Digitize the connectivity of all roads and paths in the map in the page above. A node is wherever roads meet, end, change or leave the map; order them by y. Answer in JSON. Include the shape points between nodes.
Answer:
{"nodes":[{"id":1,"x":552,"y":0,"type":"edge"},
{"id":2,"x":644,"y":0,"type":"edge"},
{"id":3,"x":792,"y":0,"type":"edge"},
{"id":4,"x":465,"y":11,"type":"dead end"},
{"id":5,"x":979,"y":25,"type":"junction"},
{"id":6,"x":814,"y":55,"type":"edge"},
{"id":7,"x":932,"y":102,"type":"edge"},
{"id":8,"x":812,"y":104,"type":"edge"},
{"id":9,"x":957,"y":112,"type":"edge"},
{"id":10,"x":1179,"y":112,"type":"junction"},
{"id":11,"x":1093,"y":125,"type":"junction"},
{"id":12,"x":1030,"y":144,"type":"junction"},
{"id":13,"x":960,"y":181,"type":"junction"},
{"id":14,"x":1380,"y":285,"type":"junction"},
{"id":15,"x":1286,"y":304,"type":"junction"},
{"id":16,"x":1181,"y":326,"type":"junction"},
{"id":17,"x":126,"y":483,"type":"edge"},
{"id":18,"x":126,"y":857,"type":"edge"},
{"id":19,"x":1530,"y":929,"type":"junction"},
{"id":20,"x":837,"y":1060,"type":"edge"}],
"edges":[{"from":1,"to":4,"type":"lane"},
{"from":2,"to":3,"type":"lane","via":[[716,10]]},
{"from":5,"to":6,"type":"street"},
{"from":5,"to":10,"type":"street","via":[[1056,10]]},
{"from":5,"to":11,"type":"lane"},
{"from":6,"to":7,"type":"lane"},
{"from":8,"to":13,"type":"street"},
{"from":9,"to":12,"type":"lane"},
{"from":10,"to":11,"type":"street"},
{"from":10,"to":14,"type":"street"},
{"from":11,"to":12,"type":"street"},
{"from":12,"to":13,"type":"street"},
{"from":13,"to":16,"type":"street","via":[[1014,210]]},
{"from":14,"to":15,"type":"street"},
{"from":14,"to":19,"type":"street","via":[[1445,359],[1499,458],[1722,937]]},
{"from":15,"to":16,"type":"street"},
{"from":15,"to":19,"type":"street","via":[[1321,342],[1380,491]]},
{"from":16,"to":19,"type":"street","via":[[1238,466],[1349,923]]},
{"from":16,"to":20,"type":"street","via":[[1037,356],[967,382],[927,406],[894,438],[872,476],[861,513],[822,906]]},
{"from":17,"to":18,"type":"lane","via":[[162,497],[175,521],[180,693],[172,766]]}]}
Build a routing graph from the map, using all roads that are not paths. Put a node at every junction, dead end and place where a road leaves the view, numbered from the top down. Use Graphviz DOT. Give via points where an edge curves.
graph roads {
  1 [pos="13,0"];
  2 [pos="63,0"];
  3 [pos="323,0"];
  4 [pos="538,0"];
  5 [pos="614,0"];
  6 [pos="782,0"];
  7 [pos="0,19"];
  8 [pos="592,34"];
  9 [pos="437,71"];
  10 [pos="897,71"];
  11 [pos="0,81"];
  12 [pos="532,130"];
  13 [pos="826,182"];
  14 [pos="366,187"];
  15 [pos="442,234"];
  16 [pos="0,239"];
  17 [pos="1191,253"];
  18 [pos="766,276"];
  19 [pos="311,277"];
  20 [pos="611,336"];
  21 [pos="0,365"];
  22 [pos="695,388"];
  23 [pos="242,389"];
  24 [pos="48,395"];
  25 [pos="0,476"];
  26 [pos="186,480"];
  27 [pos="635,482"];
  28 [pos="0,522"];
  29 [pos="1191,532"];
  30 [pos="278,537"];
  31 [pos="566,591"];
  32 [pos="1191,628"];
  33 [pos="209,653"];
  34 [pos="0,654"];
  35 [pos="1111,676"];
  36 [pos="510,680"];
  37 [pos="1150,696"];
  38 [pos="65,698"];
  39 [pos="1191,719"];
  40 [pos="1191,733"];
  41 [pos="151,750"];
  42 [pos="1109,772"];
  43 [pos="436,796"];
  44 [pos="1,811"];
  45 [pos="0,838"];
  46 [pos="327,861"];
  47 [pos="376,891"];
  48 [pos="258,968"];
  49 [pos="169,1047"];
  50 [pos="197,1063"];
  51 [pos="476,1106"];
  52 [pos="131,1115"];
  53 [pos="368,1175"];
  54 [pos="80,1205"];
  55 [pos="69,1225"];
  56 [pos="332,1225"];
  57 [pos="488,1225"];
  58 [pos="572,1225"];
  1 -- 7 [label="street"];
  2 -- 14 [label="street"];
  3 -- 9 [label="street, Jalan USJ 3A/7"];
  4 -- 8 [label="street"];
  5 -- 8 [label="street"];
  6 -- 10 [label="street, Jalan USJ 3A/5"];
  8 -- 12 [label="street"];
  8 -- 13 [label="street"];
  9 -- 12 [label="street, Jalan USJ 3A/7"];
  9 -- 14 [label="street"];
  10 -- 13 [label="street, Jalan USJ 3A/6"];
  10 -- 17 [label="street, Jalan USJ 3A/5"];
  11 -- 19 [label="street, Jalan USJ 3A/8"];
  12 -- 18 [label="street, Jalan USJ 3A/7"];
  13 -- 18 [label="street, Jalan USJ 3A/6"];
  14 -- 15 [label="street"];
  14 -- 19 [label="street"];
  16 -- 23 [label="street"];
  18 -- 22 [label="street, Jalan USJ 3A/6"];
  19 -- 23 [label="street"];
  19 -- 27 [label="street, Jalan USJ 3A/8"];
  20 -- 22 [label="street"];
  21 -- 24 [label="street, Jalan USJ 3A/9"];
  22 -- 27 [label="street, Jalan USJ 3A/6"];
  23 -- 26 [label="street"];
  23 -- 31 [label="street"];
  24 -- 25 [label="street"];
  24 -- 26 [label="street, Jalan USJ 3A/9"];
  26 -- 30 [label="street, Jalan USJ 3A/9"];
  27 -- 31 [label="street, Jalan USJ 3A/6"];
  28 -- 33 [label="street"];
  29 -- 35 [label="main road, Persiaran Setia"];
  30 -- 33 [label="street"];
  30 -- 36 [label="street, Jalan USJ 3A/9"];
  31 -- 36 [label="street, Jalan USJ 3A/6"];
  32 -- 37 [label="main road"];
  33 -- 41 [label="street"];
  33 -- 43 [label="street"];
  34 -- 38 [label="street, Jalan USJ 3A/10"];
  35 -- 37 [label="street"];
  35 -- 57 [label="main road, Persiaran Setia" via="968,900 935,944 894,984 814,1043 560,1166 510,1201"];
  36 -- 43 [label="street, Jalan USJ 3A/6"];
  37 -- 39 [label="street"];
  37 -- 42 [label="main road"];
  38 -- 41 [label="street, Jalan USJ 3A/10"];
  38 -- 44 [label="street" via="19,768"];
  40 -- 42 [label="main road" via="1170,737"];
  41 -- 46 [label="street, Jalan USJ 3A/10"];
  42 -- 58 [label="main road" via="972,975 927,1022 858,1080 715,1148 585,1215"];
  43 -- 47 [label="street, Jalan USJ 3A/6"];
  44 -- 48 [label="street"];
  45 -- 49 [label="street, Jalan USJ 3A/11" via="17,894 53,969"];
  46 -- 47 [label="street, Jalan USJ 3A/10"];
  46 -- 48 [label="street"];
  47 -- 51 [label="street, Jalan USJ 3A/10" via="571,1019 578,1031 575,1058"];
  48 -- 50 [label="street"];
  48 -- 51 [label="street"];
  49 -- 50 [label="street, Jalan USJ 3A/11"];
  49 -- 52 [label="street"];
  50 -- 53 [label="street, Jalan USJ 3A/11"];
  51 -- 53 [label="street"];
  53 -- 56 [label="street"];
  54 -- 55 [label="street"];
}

## Exercise description
Repeat the material word for word, leaving out no line.

## Result of the task
Digitize the connectivity of all roads and paths in the map in the page above. A node is wherever roads meet, end, change or leave the map; order them by y. Answer in JSON. Include the shape points between nodes.
Answer:
{"nodes":[{"id":1,"x":552,"y":0,"type":"edge"},
{"id":2,"x":644,"y":0,"type":"edge"},
{"id":3,"x":792,"y":0,"type":"edge"},
{"id":4,"x":465,"y":11,"type":"dead end"},
{"id":5,"x":979,"y":25,"type":"junction"},
{"id":6,"x":814,"y":55,"type":"edge"},
{"id":7,"x":932,"y":102,"type":"edge"},
{"id":8,"x":812,"y":104,"type":"edge"},
{"id":9,"x":957,"y":112,"type":"edge"},
{"id":10,"x":1179,"y":112,"type":"junction"},
{"id":11,"x":1093,"y":125,"type":"junction"},
{"id":12,"x":1030,"y":144,"type":"junction"},
{"id":13,"x":960,"y":181,"type":"junction"},
{"id":14,"x":1380,"y":285,"type":"junction"},
{"id":15,"x":1286,"y":304,"type":"junction"},
{"id":16,"x":1181,"y":326,"type":"junction"},
{"id":17,"x":126,"y":483,"type":"edge"},
{"id":18,"x":126,"y":857,"type":"edge"},
{"id":19,"x":1530,"y":929,"type":"junction"},
{"id":20,"x":837,"y":1060,"type":"edge"}],
"edges":[{"from":1,"to":4,"type":"lane"},
{"from":2,"to":3,"type":"lane","via":[[716,10]]},
{"from":5,"to":6,"type":"street"},
{"from":5,"to":10,"type":"street","via":[[1056,10]]},
{"from":5,"to":11,"type":"lane"},
{"from":6,"to":7,"type":"lane"},
{"from":8,"to":13,"type":"street"},
{"from":9,"to":12,"type":"lane"},
{"from":10,"to":11,"type":"street"},
{"from":10,"to":14,"type":"street"},
{"from":11,"to":12,"type":"street"},
{"from":12,"to":13,"type":"street"},
{"from":13,"to":16,"type":"street","via":[[1014,210]]},
{"from":14,"to":15,"type":"street"},
{"from":14,"to":19,"type":"street","via":[[1445,359],[1499,458],[1722,937]]},
{"from":15,"to":16,"type":"street"},
{"from":15,"to":19,"type":"street","via":[[1321,342],[1380,491]]},
{"from":16,"to":19,"type":"street","via":[[1238,466],[1349,923]]},
{"from":16,"to":20,"type":"street","via":[[1037,356],[967,382],[927,406],[894,438],[872,476],[861,513],[822,906]]},
{"from":17,"to":18,"type":"lane","via":[[162,497],[175,521],[180,693],[172,766]]}]}
Build a routing graph from the map, using all roads that are not paths. Put a node at every junction, dead end and place where a road leaves the view, numbered from the top down. Use Graphviz DOT. Give via points where an edge curves.
graph roads {
  1 [pos="13,0"];
  2 [pos="63,0"];
  3 [pos="323,0"];
  4 [pos="538,0"];
  5 [pos="614,0"];
  6 [pos="782,0"];
  7 [pos="0,19"];
  8 [pos="592,34"];
  9 [pos="437,71"];
  10 [pos="897,71"];
  11 [pos="0,81"];
  12 [pos="532,130"];
  13 [pos="826,182"];
  14 [pos="366,187"];
  15 [pos="442,234"];
  16 [pos="0,239"];
  17 [pos="1191,253"];
  18 [pos="766,276"];
  19 [pos="311,277"];
  20 [pos="611,336"];
  21 [pos="0,365"];
  22 [pos="695,388"];
  23 [pos="242,389"];
  24 [pos="48,395"];
  25 [pos="0,476"];
  26 [pos="186,480"];
  27 [pos="635,482"];
  28 [pos="0,522"];
  29 [pos="1191,532"];
  30 [pos="278,537"];
  31 [pos="566,591"];
  32 [pos="1191,628"];
  33 [pos="209,653"];
  34 [pos="0,654"];
  35 [pos="1111,676"];
  36 [pos="510,680"];
  37 [pos="1150,696"];
  38 [pos="65,698"];
  39 [pos="1191,719"];
  40 [pos="1191,733"];
  41 [pos="151,750"];
  42 [pos="1109,772"];
  43 [pos="436,796"];
  44 [pos="1,811"];
  45 [pos="0,838"];
  46 [pos="327,861"];
  47 [pos="376,891"];
  48 [pos="258,968"];
  49 [pos="169,1047"];
  50 [pos="197,1063"];
  51 [pos="476,1106"];
  52 [pos="131,1115"];
  53 [pos="368,1175"];
  54 [pos="80,1205"];
  55 [pos="69,1225"];
  56 [pos="332,1225"];
  57 [pos="488,1225"];
  58 [pos="572,1225"];
  1 -- 7 [label="street"];
  2 -- 14 [label="street"];
  3 -- 9 [label="street, Jalan USJ 3A/7"];
  4 -- 8 [label="street"];
  5 -- 8 [label="street"];
  6 -- 10 [label="street, Jalan USJ 3A/5"];
  8 -- 12 [label="street"];
  8 -- 13 [label="street"];
  9 -- 12 [label="street, Jalan USJ 3A/7"];
  9 -- 14 [label="street"];
  10 -- 13 [label="street, Jalan USJ 3A/6"];
  10 -- 17 [label="street, Jalan USJ 3A/5"];
  11 -- 19 [label="street, Jalan USJ 3A/8"];
  12 -- 18 [label="street, Jalan USJ 3A/7"];
  13 -- 18 [label="street, Jalan USJ 3A/6"];
  14 -- 15 [label="street"];
  14 -- 19 [label="street"];
  16 -- 23 [label="street"];
  18 -- 22 [label="street, Jalan USJ 3A/6"];
  19 -- 23 [label="street"];
  19 -- 27 [label="street, Jalan USJ 3A/8"];
  20 -- 22 [label="street"];
  21 -- 24 [label="street, Jalan USJ 3A/9"];
  22 -- 27 [label="street, Jalan USJ 3A/6"];
  23 -- 26 [label="street"];
  23 -- 31 [label="street"];
  24 -- 25 [label="street"];
  24 -- 26 [label="street, Jalan USJ 3A/9"];
  26 -- 30 [label="street, Jalan USJ 3A/9"];
  27 -- 31 [label="street, Jalan USJ 3A/6"];
  28 -- 33 [label="street"];
  29 -- 35 [label="main road, Persiaran Setia"];
  30 -- 33 [label="street"];
  30 -- 36 [label="street, Jalan USJ 3A/9"];
  31 -- 36 [label="street, Jalan USJ 3A/6"];
  32 -- 37 [label="main road"];
  33 -- 41 [label="street"];
  33 -- 43 [label="street"];
  34 -- 38 [label="street, Jalan USJ 3A/10"];
  35 -- 37 [label="street"];
  35 -- 57 [label="main road, Persiaran Setia" via="968,900 935,944 894,984 814,1043 560,1166 510,1201"];
  36 -- 43 [label="street, Jalan USJ 3A/6"];
  37 -- 39 [label="street"];
  37 -- 42 [label="main road"];
  38 -- 41 [label="street, Jalan USJ 3A/10"];
  38 -- 44 [label="street" via="19,768"];
  40 -- 42 [label="main road" via="1170,737"];
  41 -- 46 [label="street, Jalan USJ 3A/10"];
  42 -- 58 [label="main road" via="972,975 927,1022 858,1080 715,1148 585,1215"];
  43 -- 47 [label="street, Jalan USJ 3A/6"];
  44 -- 48 [label="street"];
  45 -- 49 [label="street, Jalan USJ 3A/11" via="17,894 53,969"];
  46 -- 47 [label="street, Jalan USJ 3A/10"];
  46 -- 48 [label="street"];
  47 -- 51 [label="street, Jalan USJ 3A/10" via="571,1019 578,1031 575,1058"];
  48 -- 50 [label="street"];
  48 -- 51 [label="street"];
  49 -- 50 [label="street, Jalan USJ 3A/11"];
  49 -- 52 [label="street"];
  50 -- 53 [label="street, Jalan USJ 3A/11"];
  51 -- 53 [label="street"];
  53 -- 56 [label="street"];
  54 -- 55 [label="street"];
}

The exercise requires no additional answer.